Walter Horn, 1747 Lake stated that he is the Director of Music at St. Joseph Church. He recommends the Linden proposal for a cultural arts center.

Barbara Baran, 920 Greenwood stated that there is a question of the legality of the Park District considering the sale of property for any use other than for park purposes. The referendum was put on the ballot by the Park District and there is a substantial question of the legality of calling for bonds for anything other than use for park land. The only proposal which would relate to park purposes would be the Linden proposal for a cultural center.

John Thompson, 116 Maple Ave. stated that there are a significant number of people in Wilmette who feel that the referendum allotted money for park purposes only. At this time, the economy is not conducive for this type of project.

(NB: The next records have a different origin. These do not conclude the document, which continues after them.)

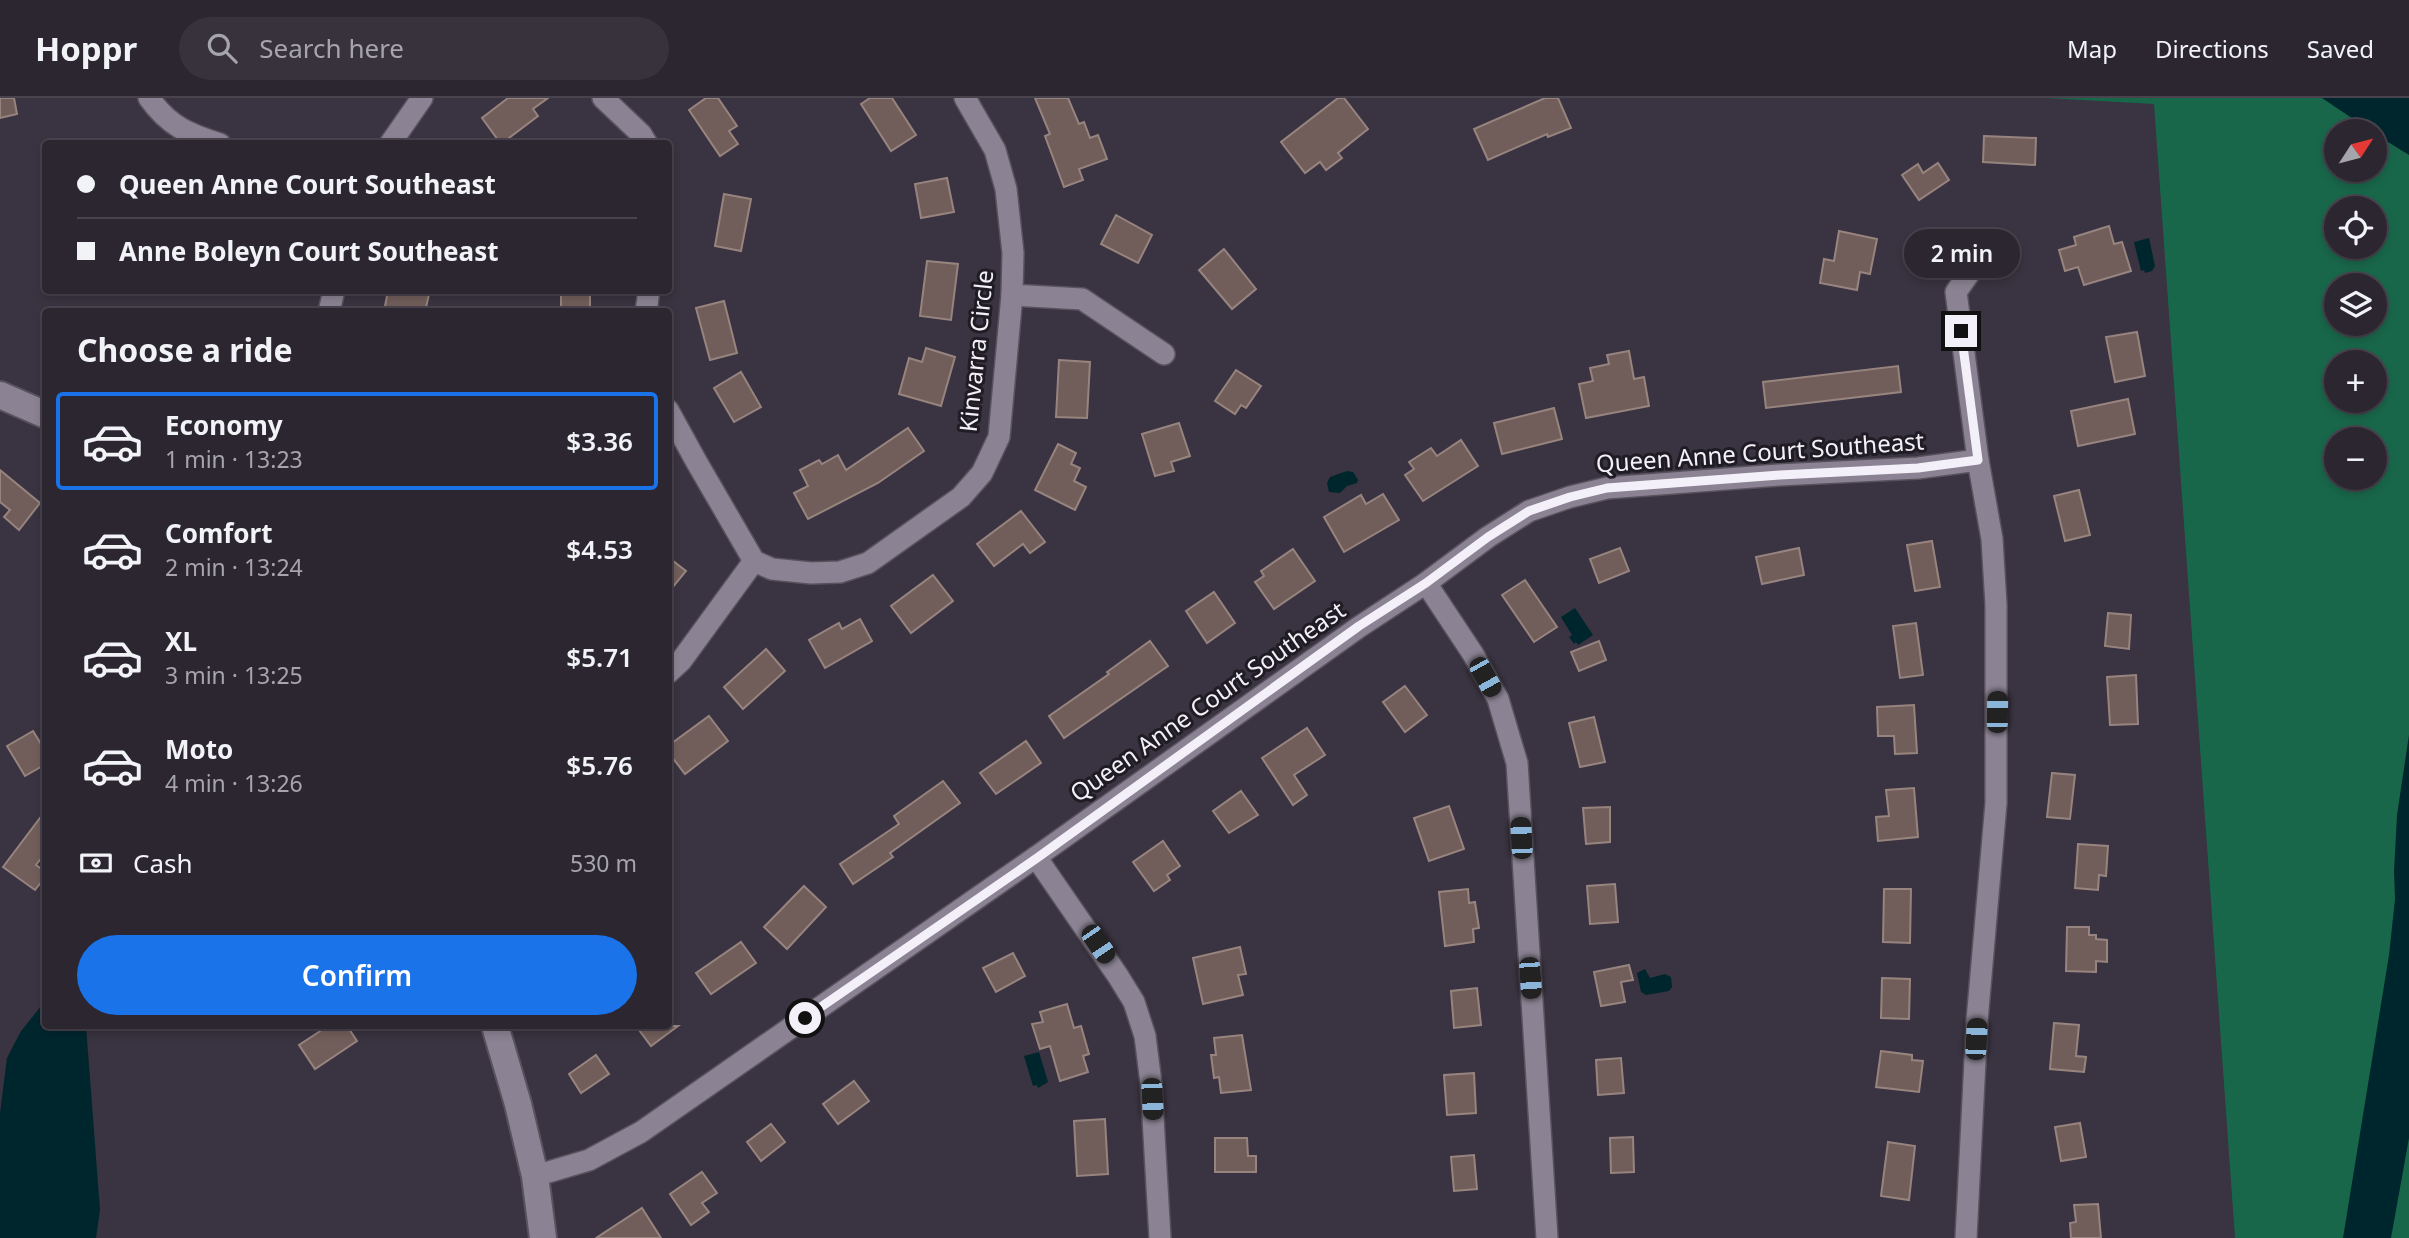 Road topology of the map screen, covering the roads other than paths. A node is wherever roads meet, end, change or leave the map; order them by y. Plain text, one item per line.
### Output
1 (149, 98) edge
2 (422, 98) edge
3 (603, 98) edge
4 (965, 98) edge
5 (207, 140) edge
6 (393, 140) edge
7 (645, 140) edge
8 (1973, 268) dead end
9 (1012, 295) junction
10 (1164, 354) dead end
11 (0, 396) edge
12 (42, 413) edge
13 (672, 418) edge
14 (1978, 460) junction
15 (754, 561) junction
16 (1426, 583) junction
17 (672, 669) edge
18 (1037, 858) junction
19 (496, 1029) edge
20 (535, 1176) junction
21 (542, 1238) edge
22 (1160, 1238) edge
23 (1547, 1238) edge
24 (1966, 1238) edge

1 - 5 street
2 - 6 street
3 - 7 street
4 - 9 street, Kinvarra Circle
8 - 14 street
9 - 10 street
9 - 15 street, Kinvarra Circle
11 - 12 street
13 - 15 street
14 - 16 street, Queen Anne Court Southeast
14 - 24 street
15 - 17 street
16 - 18 street, Queen Anne Court Southeast
16 - 23 street
18 - 20 street, Queen Anne Court Southeast
18 - 22 street
19 - 20 street
20 - 21 street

Mary Alice Lyon, 2210 Elmwood noted that traffic on Ridge Road is very congested now and she feels that any development of the building for housing would make the situation much worse. She also expressed concerns about the re-zoning and variations that would be necessary to accommodate a multi unit building as the Kenilworth Gardens neighborhood area is zoned R-1 for single family homes. She felt that it would be too much density and would totally change the neighborhood in addition to setting a bad precedent.

John Adler, Director of Community Development, noted that there would have to a zoning hearing for any proposed development. All residents who live within 250 feet of the property would be informed of the hearing and would be welcome to attend.

Park Board Commissioner Henry Wolff commented that at this point, the boards have come to no conclusions about what to do with the Mallinckrodt building. The 14th option is that the building will be demolished and the entire property will be used as park land.

Park Board President Richard Marcus thanked everyone for attending and expressing their views. He assured all who spoke that their ideas and concerns were valued and would be taken into consideration. He encouraged people who were unable to attend, or did not care to speak in public, to contact either or both boards with their opinions and concerns. He added that the Park District and the Village will exert due diligence when investigating all the options and are dedicated to doing what will be in the best interests of the entire community. There will be discussion about how to proceed in evaluating the proposals at the next Park Board meeting scheduled for Monday, December 9th.

Village President Nancy Canafax thanked all those who attended and noted that this was the fourth public hearing held on this property. She encouraged all those who are interested in this issue to participate in the process.

The meeting was adjourned at 9:40 p.m.